Assistons-nous à un retour de panique sur les marchés financiers argentins?

lundi, 13.05.2019

Conjoncture. Ces derniers ont réagi excessivement à l’éventualité d’un retour de Cristina Fernandez Kirchner à la tête du gouvernement.

Thierry Larose*

La vapeur peut encore s’inverser si Mauricio Macri parvient à regagner la confiance de la population. L’inflation est un problème davantage politique que budgétaire ou monétaire. Le profil risque/rendement de l’Argentine reste attrayant.

L’Argentine traverse à nouveau une crise de confiance d’une ampleur exceptionnelle. Les incertitudes concernant l’élection présidentielle qui se tiendra en octobre ainsi que l’éventualité d’un retour à la présidence de Cristina Fernandez Kirchner (CFK) ont fait souffler un vent de panique sur les marchés.

Ce à quoi s’ajoute l’évolution de l’inflation, qui pèse lourdement sur le revenu disponible de la population et influe depuis longtemps déjà sur la popularité du gouvernement. Reste que l’inflation en Argentine est un phénomène dont les causes sont davantage politiques que budgétaires ou monétaires.

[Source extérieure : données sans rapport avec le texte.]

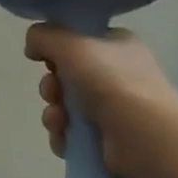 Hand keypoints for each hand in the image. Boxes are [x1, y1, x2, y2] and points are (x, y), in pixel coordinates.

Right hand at [24, 25, 177, 177]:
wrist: (145, 136)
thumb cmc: (111, 80)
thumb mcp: (70, 42)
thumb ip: (44, 36)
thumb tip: (32, 46)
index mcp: (116, 45)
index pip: (78, 41)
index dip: (57, 49)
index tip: (45, 58)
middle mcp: (117, 75)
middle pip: (67, 76)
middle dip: (51, 86)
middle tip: (53, 92)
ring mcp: (114, 109)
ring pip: (66, 106)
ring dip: (53, 113)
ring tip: (60, 121)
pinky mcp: (108, 141)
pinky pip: (72, 134)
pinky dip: (63, 136)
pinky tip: (64, 139) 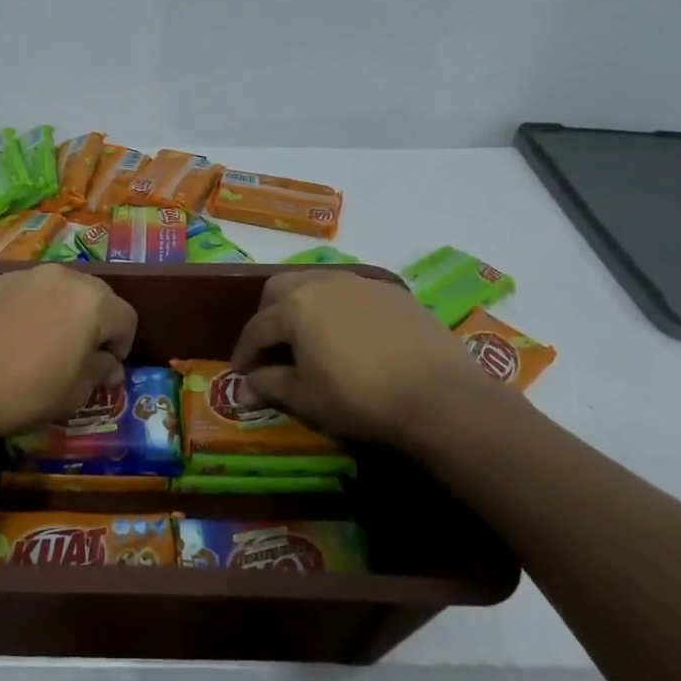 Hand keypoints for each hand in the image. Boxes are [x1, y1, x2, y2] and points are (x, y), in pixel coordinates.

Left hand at [0, 265, 137, 443]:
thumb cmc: (26, 392)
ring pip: (54, 290)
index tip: (107, 369)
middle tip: (77, 354)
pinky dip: (23, 310)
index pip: (126, 318)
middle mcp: (61, 276)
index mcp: (92, 302)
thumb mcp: (74, 393)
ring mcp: (21, 275)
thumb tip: (110, 366)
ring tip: (39, 344)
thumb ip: (99, 372)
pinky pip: (20, 293)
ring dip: (58, 312)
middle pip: (92, 296)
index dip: (122, 345)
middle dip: (92, 323)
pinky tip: (5, 338)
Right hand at [229, 270, 502, 448]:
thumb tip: (243, 388)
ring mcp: (360, 283)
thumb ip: (269, 385)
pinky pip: (350, 292)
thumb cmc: (359, 397)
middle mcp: (322, 283)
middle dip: (267, 317)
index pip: (256, 328)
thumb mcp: (306, 397)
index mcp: (294, 307)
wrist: (439, 396)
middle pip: (280, 291)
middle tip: (270, 347)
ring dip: (301, 307)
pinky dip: (337, 309)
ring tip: (308, 337)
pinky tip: (348, 336)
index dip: (244, 353)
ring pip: (316, 284)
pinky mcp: (392, 292)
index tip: (241, 374) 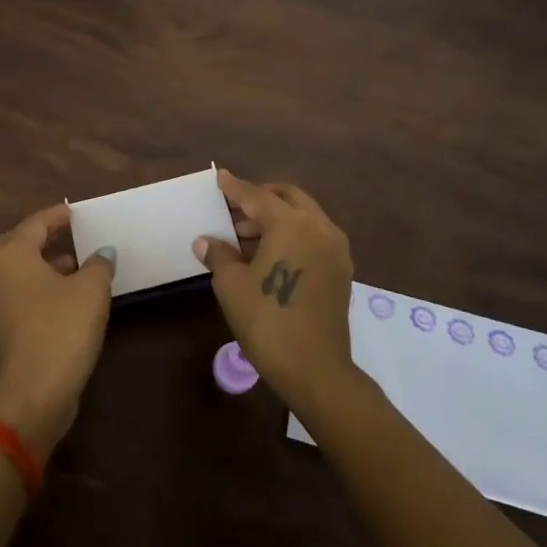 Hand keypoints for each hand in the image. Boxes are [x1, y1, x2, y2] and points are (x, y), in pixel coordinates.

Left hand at [0, 203, 115, 455]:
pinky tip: (60, 300)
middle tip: (63, 238)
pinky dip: (31, 289)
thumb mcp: (91, 291)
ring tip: (71, 269)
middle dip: (38, 239)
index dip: (57, 216)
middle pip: (12, 244)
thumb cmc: (61, 329)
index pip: (35, 223)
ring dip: (37, 266)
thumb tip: (102, 253)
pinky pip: (12, 296)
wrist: (30, 395)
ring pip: (11, 272)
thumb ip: (98, 265)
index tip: (72, 212)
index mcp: (11, 254)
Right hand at [194, 170, 354, 414]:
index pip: (257, 197)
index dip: (235, 188)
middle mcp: (319, 227)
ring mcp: (335, 249)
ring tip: (246, 237)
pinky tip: (270, 255)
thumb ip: (219, 254)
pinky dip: (292, 234)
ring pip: (304, 216)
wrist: (315, 370)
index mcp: (292, 224)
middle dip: (260, 199)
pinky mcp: (341, 270)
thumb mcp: (232, 285)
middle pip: (287, 198)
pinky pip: (313, 237)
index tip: (220, 177)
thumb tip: (206, 241)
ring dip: (277, 218)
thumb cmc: (268, 321)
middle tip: (234, 211)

Mauricio Macri doit rétablir la confiance

Les mesures d’austérité budgétaire et monétaire sont et restent inévitables. La seule issue possible pour sortir de la spirale négative consiste à restaurer une certaine confiance en la capacité du gouvernement à résoudre les problèmes du pays de manière crédible. Faute de quoi, l’Argentine demeurera confrontée à une situation inextricable, dans laquelle les mesures visant à renforcer la monnaie, et donc à juguler l’inflation, pénalisent la croissance et ont des conséquences défavorables sur le commerce extérieur. Ce sont surtout ces pressions exercées sur le commerce extérieur qui ont été responsables de la crise de l’année passée après l’échec de la politique de réforme du président Mauricio Macri.

Maintenir la discipline monétaire et budgétaire revêt une importance capitale, même si les mesures ne suffiront pas à rompre la spirale inflationniste. Tant la banque centrale d’Argentine (BCRA) que le ministère des Finances respectent les règles et s’efforcent d’atteindre les objectifs fixés par le Fonds monétaire international (FMI) s’agissant du contrôle de la masse monétaire et de l’excédent primaire.

Le gouvernement devrait être en mesure de survivre grâce aux ressources du FMI jusqu’à fin 2020. D’ici là, les réserves en dollars devraient suffire pour honorer les engagements financiers, sans avoir recours aux marchés des capitaux pour obtenir des fonds supplémentaires.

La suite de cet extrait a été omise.